We are not well equipped for that. We tend to run from it when it is closing in. What I am learning over time, though, is that I am not in the “Dying Pets” business or the “Living Pets” business. I am in the “Keeping Pets Happy and Healthy” business. This is important because it changes the goals we hope to achieve. Of course we want our pets to have long lives, but not at the expense of happiness and enjoyment. I believe this is a critical difference in human healthcare and animal healthcare. I recently read a book by Dr. Atul Gawande called “Being Mortal: Medicine and What Matters in the End.” In it, Dr. Gawande writes, “I never expected that among the most meaningful experiences I’d have as a doctor — and, really, as a human being — would come from helping others deal with what medicine cannot do as well as what it can.”
So much of medicine these days is geared toward extending life. And why not?! Modern medicine has been very effective. The average life expectancy for humans in 1900 was 47 years. Today that number is 80. Our pets used to be gone at 5 and now they are living 20+ years. That is amazing! But the majority of M.D.’s do not sit at a family’s side during the patient’s final breath anymore. Most of them wouldn’t want to. They would rather talk about treatment options and the optimistic hope of beating the odds. Doctors do this because the alternative feels like giving up. What Dr. Gawande points out, though, is that most human patients would rather have genuine honest dialogue and focus on quality of life over quantity of life. I believe this is something that veterinarians are forced to grasp early on with the lives of their patients. We need to accept death for what it is. We need to make the process leading up to it as smooth as possible instead of trying to ignore that it is coming at all. Many of our clients have never walked that path before and they are looking for our experience and guidance.

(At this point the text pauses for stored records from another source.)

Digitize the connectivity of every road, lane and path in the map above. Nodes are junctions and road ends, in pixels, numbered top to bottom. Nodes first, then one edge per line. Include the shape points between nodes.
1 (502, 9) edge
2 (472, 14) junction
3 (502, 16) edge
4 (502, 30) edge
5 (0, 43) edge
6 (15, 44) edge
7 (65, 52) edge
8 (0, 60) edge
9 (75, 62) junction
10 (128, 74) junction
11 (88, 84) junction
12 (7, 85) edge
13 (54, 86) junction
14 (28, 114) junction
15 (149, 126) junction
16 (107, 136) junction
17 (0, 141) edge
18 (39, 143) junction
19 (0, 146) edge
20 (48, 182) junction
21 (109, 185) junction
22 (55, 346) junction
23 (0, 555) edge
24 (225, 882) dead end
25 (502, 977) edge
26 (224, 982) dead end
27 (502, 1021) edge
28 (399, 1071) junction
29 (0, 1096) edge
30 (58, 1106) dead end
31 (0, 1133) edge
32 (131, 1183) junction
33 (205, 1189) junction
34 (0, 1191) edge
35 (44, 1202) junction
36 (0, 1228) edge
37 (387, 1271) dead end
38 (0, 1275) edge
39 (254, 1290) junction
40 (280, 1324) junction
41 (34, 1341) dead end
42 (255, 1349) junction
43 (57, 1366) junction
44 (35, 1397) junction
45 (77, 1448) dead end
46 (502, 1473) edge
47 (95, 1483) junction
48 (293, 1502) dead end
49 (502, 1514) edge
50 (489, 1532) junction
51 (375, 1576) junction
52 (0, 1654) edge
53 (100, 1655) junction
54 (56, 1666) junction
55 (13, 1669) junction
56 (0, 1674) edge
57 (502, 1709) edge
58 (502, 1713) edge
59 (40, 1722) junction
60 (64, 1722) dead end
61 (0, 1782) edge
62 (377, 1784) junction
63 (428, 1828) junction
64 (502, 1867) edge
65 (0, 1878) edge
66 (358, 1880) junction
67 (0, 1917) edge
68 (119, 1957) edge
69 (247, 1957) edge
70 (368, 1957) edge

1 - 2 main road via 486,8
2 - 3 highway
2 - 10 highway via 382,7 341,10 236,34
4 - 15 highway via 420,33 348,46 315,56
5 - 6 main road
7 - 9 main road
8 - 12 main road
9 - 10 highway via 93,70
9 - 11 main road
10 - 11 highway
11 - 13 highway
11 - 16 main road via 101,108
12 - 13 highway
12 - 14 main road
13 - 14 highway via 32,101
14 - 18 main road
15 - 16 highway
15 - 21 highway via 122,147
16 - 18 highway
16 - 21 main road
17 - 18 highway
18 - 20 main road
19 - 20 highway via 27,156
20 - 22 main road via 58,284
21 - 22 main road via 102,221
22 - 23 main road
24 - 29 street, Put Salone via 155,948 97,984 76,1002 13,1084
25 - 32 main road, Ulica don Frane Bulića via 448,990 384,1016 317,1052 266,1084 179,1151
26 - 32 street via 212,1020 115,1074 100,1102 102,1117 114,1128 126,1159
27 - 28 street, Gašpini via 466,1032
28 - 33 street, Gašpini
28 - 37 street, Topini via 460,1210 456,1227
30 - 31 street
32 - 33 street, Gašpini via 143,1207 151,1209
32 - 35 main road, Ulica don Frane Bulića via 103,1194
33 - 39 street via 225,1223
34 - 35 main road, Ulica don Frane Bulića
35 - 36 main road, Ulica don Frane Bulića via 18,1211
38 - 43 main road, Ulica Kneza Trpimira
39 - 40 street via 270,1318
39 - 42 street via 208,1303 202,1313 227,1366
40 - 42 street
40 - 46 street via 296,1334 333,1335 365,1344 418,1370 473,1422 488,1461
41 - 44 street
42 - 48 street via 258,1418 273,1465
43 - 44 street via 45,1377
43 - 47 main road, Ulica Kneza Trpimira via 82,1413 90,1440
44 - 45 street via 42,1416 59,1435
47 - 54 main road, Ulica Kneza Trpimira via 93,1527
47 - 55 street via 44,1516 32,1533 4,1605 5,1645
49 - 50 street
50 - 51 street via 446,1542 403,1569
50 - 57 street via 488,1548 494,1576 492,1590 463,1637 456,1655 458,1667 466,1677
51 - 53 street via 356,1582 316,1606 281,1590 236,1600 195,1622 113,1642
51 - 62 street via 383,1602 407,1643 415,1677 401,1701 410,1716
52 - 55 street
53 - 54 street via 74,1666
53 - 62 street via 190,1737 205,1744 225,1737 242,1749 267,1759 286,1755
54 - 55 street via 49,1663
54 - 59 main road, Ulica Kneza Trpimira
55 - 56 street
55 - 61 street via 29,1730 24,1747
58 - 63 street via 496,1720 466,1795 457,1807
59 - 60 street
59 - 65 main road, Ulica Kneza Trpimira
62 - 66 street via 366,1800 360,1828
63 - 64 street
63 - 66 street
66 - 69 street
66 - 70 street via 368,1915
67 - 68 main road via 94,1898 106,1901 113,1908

I have grown to realize that in my life as a veterinarian, being able to hold my clients hand through that process is invaluable. It is almost ironic. We spend years diagnosing, treating, and educating, but yet, how we handle the end is the tie that bonds us stronger to the client than anything else. I am not surprised by the question anymore. I realize that part of my job is stand at the intersection of Life and the Rainbow Bridge and to “help others deal with what medicine cannot do.”